_Task prompt_:
The expected output is the full set of entries, retyped verbatim, pictures excluded.

(Records from a data source)
--- START ---

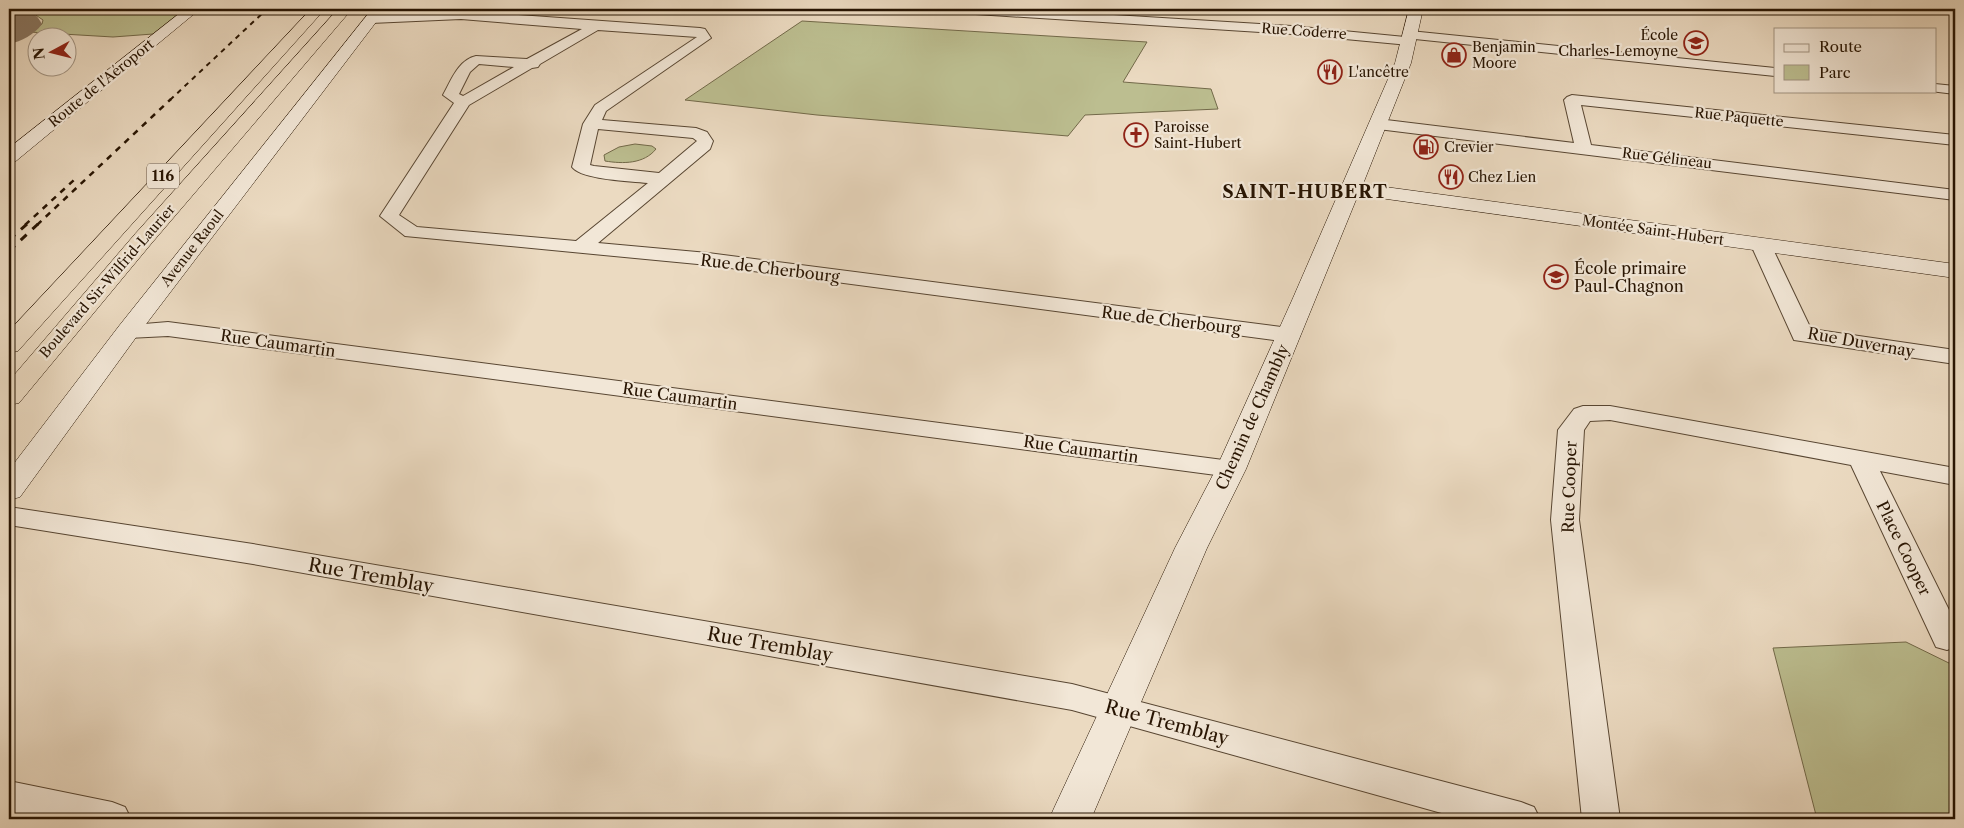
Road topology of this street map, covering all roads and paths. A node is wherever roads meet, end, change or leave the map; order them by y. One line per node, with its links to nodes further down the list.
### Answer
1 (193, 9): 22 (street, Route de l'Aéroport)
2 (318, 9): 31 (highway, Boulevard Sir-Wilfrid-Laurier / 116)
3 (345, 9): 33 (highway, Boulevard Sir-Wilfrid-Laurier / 116)
4 (960, 9): 12 (street, Rue Coderre)
5 (1416, 9): 12 (street, Chemin de Chambly)
6 (1562, 9): 9 (street)
7 (1931, 9): 8 (street)
8 (1951, 9)
9 (1584, 10)
10 (375, 14): 11 (street); 29 (street, Avenue Raoul)
11 (596, 26): 13 (street, Rue de Cherbourg); 18 (street)
12 (1409, 38): 14 (street, Rue Coderre); 19 (street, Chemin de Chambly)
13 (533, 64): 17 (street, Rue de Cherbourg); 17 (street)
14 (1774, 72)
15 (1936, 88): 16 (street)
16 (1955, 90)
17 (463, 102): 27 (street, Rue de Cherbourg)
18 (591, 124): 23 (street); 23 (street)
19 (1378, 124): 21 (street, Rue Gélineau); 24 (street, Chemin de Chambly)
20 (1955, 140): 21 (street, Rue Paquette)
21 (1583, 148): 25 (street, Rue Gélineau)
22 (9, 157)
23 (662, 179): 27 (street)
24 (1352, 188): 26 (street, Montée Saint-Hubert); 30 (street, Chemin de Chambly)
25 (1955, 195)
26 (1761, 245): 28 (street, Montée Saint-Hubert); 32 (street, Rue Duvernay)
27 (581, 247): 30 (street, Rue de Cherbourg)
28 (1955, 271)
29 (128, 331): 35 (street, Rue Caumartin); 37 (street, Avenue Raoul)
30 (1289, 335): 35 (street, Chemin de Chambly)
31 (9, 346)
32 (1955, 357)
33 (9, 397)
34 (1861, 459): 36 (street, Rue Cooper); 39 (street, Place Cooper); 45 (street, Rue Cooper)
35 (1231, 469): 40 (street, Chemin de Chambly)
36 (1955, 476)
37 (9, 490)
38 (9, 516): 40 (street, Rue Tremblay)
39 (1947, 638)
40 (1118, 708): 43 (street, Chemin de Chambly); 44 (street, Rue Tremblay)
41 (9, 797): 42 (street)
42 (112, 819)
43 (1070, 819)
44 (1521, 819)
45 (1600, 819)

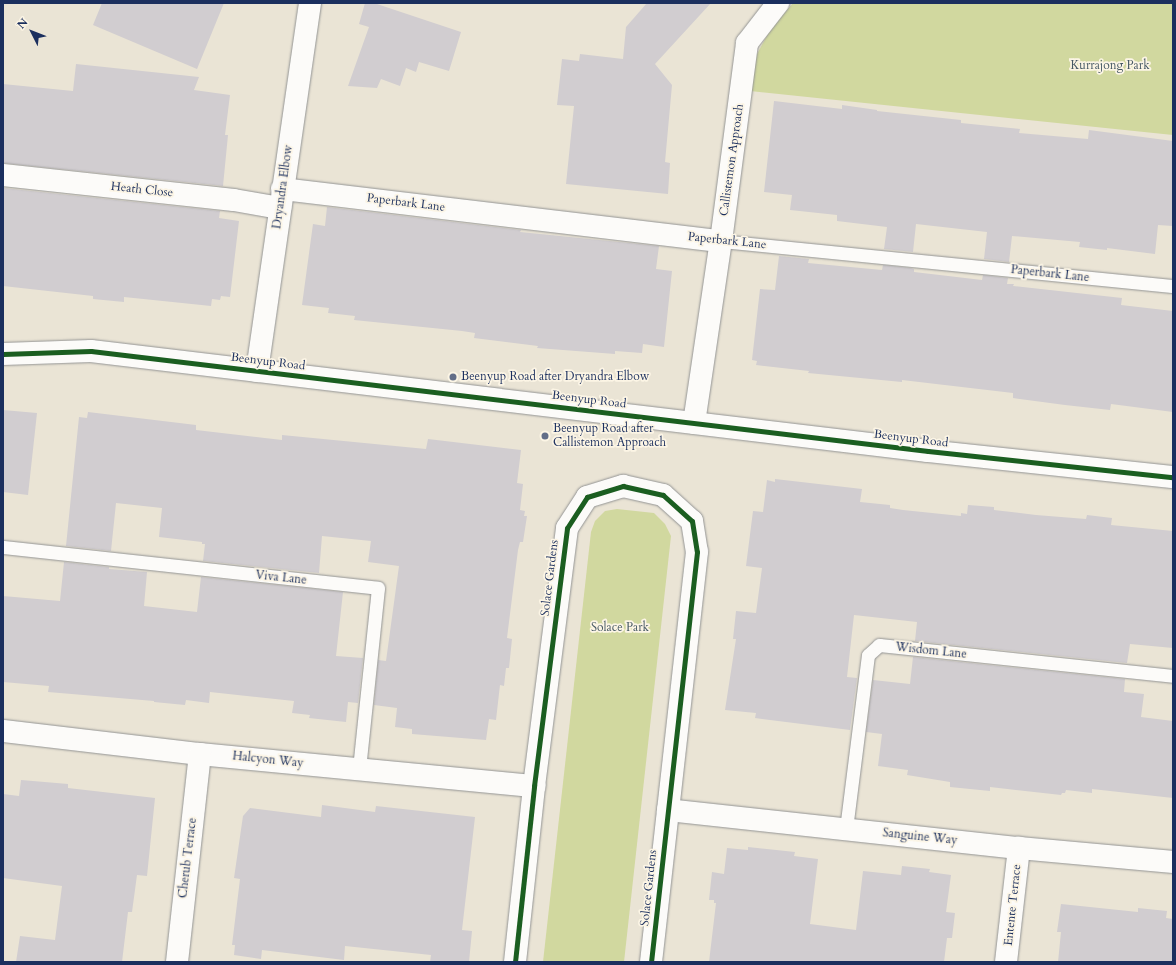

--- END ---

_Your response_:
Road topology of this street map, covering all roads and paths. A node is wherever roads meet, end, change or leave the map; order them by y. One line per node, with its links to nodes further down the list.
### Answer
1 (193, 9): 22 (street, Route de l'Aéroport)
2 (318, 9): 31 (highway, Boulevard Sir-Wilfrid-Laurier / 116)
3 (345, 9): 33 (highway, Boulevard Sir-Wilfrid-Laurier / 116)
4 (960, 9): 12 (street, Rue Coderre)
5 (1416, 9): 12 (street, Chemin de Chambly)
6 (1562, 9): 9 (street)
7 (1931, 9): 8 (street)
8 (1951, 9)
9 (1584, 10)
10 (375, 14): 11 (street); 29 (street, Avenue Raoul)
11 (596, 26): 13 (street, Rue de Cherbourg); 18 (street)
12 (1409, 38): 14 (street, Rue Coderre); 19 (street, Chemin de Chambly)
13 (533, 64): 17 (street, Rue de Cherbourg); 17 (street)
14 (1774, 72)
15 (1936, 88): 16 (street)
16 (1955, 90)
17 (463, 102): 27 (street, Rue de Cherbourg)
18 (591, 124): 23 (street); 23 (street)
19 (1378, 124): 21 (street, Rue Gélineau); 24 (street, Chemin de Chambly)
20 (1955, 140): 21 (street, Rue Paquette)
21 (1583, 148): 25 (street, Rue Gélineau)
22 (9, 157)
23 (662, 179): 27 (street)
24 (1352, 188): 26 (street, Montée Saint-Hubert); 30 (street, Chemin de Chambly)
25 (1955, 195)
26 (1761, 245): 28 (street, Montée Saint-Hubert); 32 (street, Rue Duvernay)
27 (581, 247): 30 (street, Rue de Cherbourg)
28 (1955, 271)
29 (128, 331): 35 (street, Rue Caumartin); 37 (street, Avenue Raoul)
30 (1289, 335): 35 (street, Chemin de Chambly)
31 (9, 346)
32 (1955, 357)
33 (9, 397)
34 (1861, 459): 36 (street, Rue Cooper); 39 (street, Place Cooper); 45 (street, Rue Cooper)
35 (1231, 469): 40 (street, Chemin de Chambly)
36 (1955, 476)
37 (9, 490)
38 (9, 516): 40 (street, Rue Tremblay)
39 (1947, 638)
40 (1118, 708): 43 (street, Chemin de Chambly); 44 (street, Rue Tremblay)
41 (9, 797): 42 (street)
42 (112, 819)
43 (1070, 819)
44 (1521, 819)
45 (1600, 819)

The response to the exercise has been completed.